* _Input material_
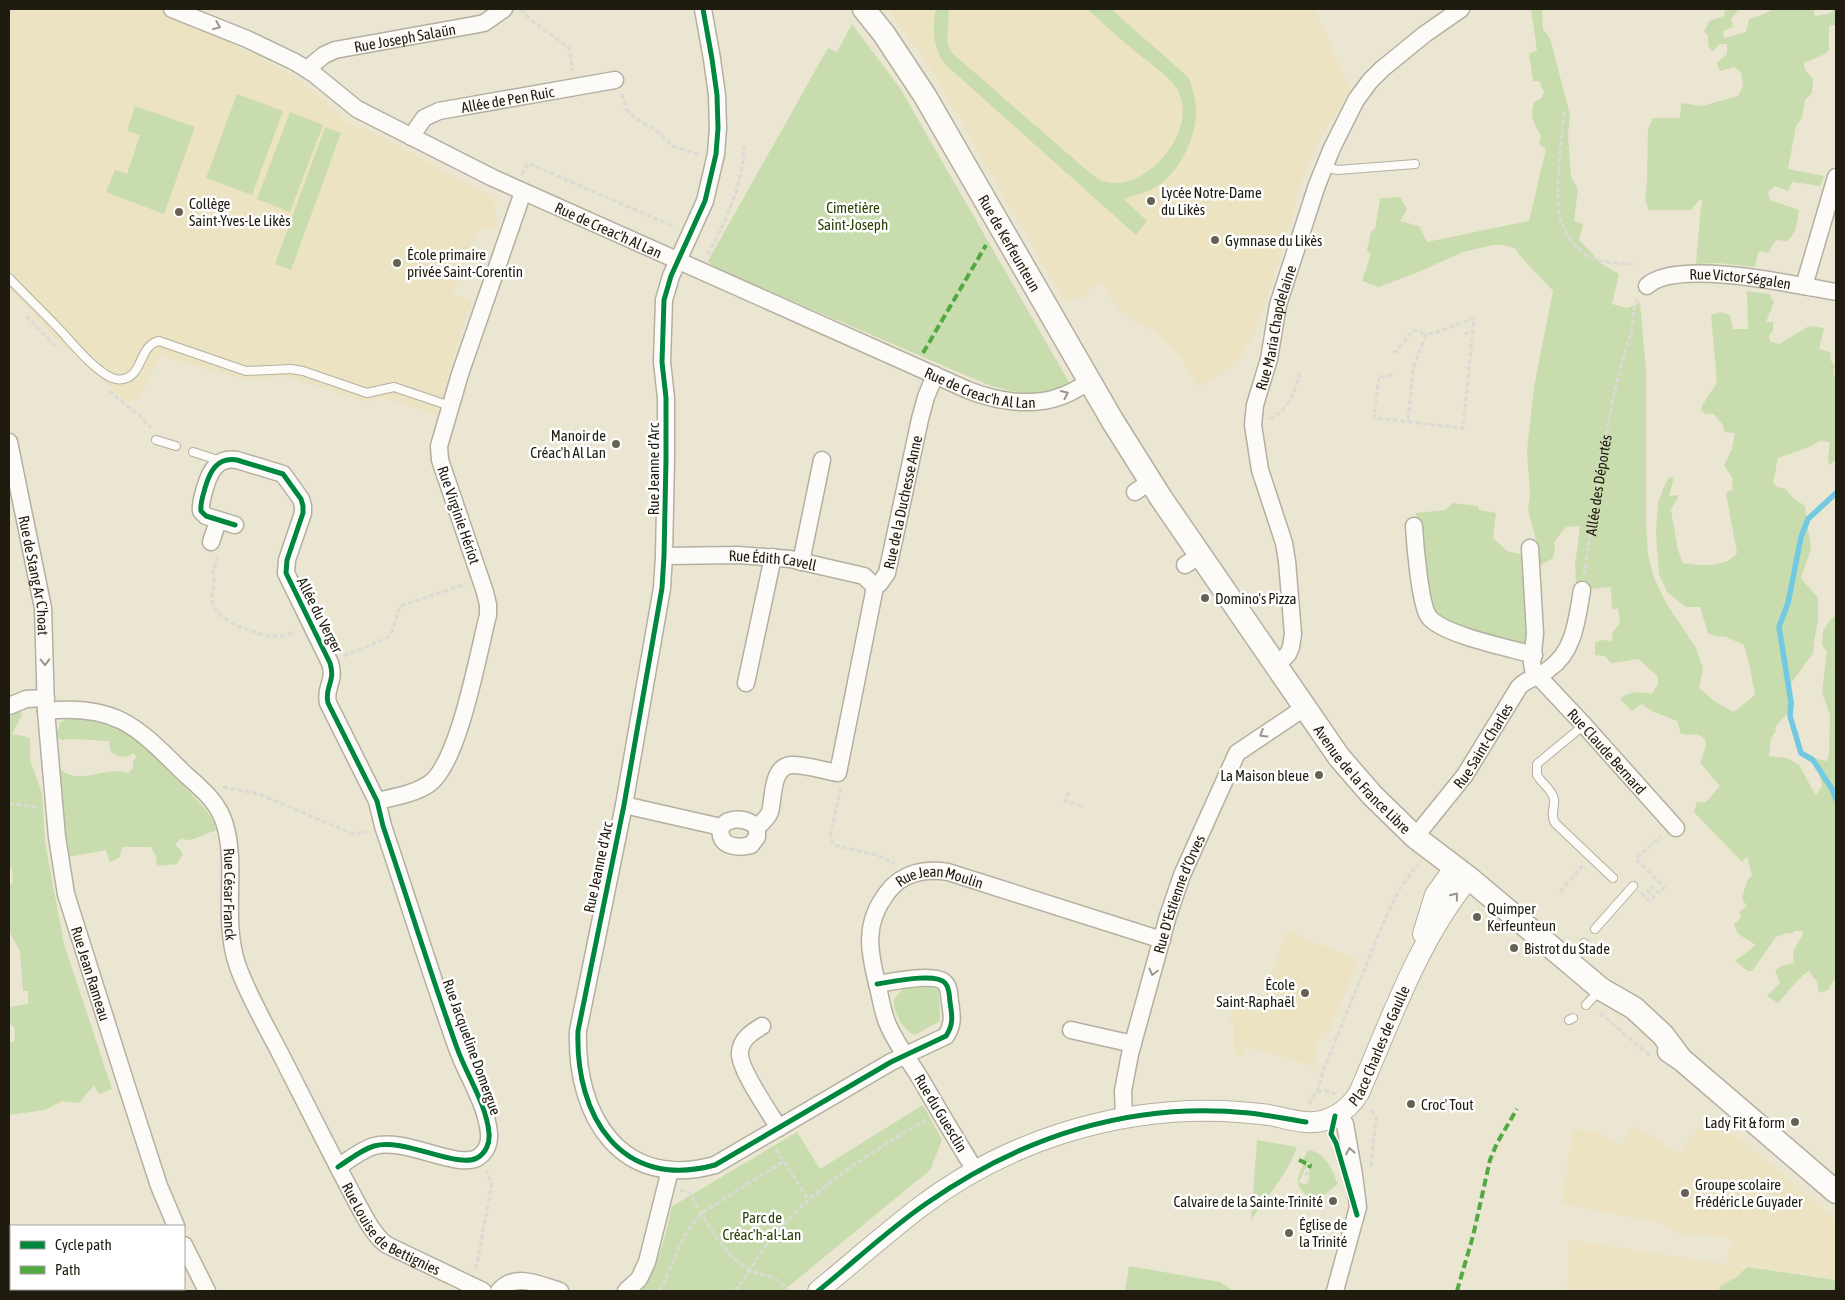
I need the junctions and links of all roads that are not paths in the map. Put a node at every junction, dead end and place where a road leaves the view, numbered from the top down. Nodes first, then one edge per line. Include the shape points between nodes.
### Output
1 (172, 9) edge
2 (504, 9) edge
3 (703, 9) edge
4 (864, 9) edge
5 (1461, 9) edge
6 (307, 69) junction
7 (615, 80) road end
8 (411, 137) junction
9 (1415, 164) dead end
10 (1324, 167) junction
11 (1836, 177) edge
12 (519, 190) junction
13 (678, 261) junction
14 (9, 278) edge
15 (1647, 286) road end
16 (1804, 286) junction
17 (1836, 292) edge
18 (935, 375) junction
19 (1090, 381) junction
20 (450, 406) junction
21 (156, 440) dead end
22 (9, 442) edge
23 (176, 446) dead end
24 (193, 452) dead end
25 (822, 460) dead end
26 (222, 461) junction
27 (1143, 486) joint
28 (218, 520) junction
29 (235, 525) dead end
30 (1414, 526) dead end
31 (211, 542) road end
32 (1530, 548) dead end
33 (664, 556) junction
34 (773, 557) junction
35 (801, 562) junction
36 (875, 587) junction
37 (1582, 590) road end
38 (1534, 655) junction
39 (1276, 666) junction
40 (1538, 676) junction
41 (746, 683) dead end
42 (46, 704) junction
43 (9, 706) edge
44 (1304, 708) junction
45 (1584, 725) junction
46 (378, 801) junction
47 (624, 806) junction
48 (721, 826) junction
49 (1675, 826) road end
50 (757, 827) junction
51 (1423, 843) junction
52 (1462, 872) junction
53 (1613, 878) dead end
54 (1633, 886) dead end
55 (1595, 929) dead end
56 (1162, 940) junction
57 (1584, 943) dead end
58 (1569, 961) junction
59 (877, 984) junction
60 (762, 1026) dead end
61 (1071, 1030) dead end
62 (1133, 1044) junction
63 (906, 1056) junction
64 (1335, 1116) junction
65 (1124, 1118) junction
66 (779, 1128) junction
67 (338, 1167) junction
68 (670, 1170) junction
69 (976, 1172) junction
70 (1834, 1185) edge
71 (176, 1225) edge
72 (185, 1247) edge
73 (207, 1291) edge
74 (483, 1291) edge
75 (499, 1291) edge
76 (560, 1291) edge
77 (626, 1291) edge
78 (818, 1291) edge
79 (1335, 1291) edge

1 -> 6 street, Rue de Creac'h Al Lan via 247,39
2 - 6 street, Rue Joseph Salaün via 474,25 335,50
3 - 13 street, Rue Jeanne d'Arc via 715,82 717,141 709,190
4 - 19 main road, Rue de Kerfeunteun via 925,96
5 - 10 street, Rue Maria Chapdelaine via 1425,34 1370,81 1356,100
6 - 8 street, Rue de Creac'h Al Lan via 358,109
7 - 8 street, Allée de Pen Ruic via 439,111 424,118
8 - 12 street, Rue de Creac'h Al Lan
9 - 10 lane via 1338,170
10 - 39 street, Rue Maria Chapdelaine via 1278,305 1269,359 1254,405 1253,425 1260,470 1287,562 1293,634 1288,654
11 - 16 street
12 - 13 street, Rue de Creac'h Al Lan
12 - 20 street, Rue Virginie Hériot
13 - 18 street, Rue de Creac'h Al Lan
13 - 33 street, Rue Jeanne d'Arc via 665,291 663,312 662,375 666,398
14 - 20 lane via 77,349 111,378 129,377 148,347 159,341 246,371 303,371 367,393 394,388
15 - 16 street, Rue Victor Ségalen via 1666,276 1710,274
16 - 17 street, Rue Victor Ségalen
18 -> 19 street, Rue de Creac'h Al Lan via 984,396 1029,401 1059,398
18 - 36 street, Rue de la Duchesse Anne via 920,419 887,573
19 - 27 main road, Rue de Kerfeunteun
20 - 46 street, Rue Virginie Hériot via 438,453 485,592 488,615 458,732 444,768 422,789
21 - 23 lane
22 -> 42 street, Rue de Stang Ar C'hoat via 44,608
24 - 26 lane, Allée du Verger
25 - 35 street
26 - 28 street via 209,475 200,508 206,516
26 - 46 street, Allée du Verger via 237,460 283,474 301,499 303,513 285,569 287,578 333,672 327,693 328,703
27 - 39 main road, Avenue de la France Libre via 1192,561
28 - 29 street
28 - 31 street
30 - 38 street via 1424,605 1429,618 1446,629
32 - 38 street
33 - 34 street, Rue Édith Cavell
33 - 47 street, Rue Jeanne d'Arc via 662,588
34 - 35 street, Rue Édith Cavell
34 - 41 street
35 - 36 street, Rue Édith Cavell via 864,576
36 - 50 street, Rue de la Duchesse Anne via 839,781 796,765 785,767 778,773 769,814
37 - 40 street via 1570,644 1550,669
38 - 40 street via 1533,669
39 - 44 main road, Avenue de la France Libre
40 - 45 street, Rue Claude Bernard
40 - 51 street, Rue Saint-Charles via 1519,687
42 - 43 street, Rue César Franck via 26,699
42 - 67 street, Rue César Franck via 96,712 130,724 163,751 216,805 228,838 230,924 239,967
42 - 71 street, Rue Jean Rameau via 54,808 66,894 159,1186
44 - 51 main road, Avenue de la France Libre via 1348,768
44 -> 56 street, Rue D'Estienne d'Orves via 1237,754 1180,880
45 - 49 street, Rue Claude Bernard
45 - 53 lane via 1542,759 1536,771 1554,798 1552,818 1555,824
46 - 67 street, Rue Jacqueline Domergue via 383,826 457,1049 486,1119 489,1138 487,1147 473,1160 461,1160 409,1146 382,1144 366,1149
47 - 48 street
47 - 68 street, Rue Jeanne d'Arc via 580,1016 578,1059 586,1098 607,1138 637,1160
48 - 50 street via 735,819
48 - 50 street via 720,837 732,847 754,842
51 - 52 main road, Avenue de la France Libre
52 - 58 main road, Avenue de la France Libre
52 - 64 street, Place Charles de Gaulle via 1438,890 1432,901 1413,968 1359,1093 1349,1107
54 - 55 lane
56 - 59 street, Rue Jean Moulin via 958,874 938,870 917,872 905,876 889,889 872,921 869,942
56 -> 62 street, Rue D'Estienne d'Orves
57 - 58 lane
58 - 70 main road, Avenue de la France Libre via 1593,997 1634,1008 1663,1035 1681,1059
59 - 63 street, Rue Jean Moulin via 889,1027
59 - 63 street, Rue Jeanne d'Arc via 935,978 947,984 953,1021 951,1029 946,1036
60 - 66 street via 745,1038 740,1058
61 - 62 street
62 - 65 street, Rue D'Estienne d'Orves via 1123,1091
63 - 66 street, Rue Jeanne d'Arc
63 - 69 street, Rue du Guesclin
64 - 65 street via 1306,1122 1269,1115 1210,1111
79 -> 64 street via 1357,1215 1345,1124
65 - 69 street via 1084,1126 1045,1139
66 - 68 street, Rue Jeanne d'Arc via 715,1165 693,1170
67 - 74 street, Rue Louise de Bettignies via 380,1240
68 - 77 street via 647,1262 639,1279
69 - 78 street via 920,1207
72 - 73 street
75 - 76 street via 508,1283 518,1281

==

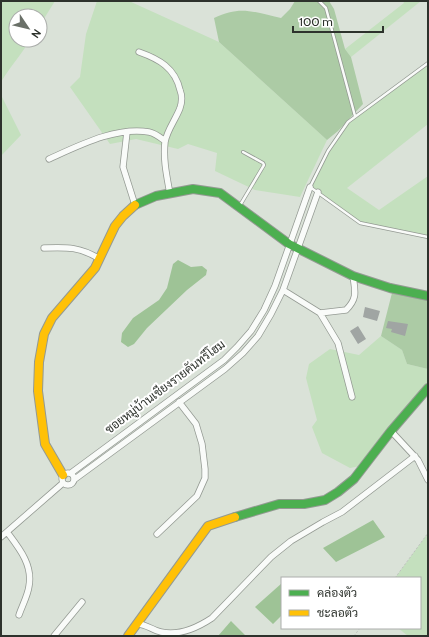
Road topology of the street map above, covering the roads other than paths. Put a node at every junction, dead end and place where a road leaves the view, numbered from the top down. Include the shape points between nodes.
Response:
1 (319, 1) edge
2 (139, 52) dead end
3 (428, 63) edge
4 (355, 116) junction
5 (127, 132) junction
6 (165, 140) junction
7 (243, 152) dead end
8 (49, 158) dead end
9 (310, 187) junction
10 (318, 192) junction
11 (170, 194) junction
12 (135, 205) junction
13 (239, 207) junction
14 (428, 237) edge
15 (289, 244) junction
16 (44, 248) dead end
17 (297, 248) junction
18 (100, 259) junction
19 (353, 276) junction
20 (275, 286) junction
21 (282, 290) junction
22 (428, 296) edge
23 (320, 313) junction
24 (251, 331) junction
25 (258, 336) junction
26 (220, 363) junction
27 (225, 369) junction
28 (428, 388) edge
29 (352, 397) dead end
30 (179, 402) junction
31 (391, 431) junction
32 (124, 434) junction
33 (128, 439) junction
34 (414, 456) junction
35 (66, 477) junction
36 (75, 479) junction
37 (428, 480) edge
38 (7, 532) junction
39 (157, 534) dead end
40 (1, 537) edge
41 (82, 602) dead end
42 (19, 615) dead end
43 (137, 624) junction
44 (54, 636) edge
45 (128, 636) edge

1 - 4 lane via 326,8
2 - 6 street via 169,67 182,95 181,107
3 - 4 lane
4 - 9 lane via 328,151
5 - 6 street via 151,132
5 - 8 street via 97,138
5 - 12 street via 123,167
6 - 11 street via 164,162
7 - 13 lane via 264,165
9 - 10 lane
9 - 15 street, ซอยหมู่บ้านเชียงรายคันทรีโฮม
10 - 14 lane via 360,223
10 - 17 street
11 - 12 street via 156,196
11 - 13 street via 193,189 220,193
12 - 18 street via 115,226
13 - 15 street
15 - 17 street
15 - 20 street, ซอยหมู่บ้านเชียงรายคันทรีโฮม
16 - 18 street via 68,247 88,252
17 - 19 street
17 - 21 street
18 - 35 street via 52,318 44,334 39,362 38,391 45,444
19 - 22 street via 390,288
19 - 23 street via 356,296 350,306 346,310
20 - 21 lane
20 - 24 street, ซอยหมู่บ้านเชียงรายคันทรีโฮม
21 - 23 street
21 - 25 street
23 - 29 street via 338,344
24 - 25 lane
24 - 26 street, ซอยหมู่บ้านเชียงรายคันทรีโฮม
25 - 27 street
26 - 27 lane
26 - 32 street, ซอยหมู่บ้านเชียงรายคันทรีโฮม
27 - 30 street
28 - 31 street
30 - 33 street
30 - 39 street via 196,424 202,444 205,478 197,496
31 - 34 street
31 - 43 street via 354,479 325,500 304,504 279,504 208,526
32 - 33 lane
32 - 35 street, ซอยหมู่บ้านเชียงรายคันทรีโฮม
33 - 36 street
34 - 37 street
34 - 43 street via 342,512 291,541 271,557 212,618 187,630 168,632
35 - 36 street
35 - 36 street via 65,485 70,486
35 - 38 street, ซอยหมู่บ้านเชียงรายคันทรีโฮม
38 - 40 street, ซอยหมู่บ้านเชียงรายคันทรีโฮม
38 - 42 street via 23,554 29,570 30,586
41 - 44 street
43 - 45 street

* _Problem to work on_
Go through the data, and copy each line in which the word "Include" appears.

* _Exercise response_
I need the junctions and links of all roads that are not paths in the map. Put a node at every junction, dead end and place where a road leaves the view, numbered from the top down. Nodes first, then one edge per line. Include the shape points between nodes.
Road topology of the street map above, covering the roads other than paths. Put a node at every junction, dead end and place where a road leaves the view, numbered from the top down. Include the shape points between nodes.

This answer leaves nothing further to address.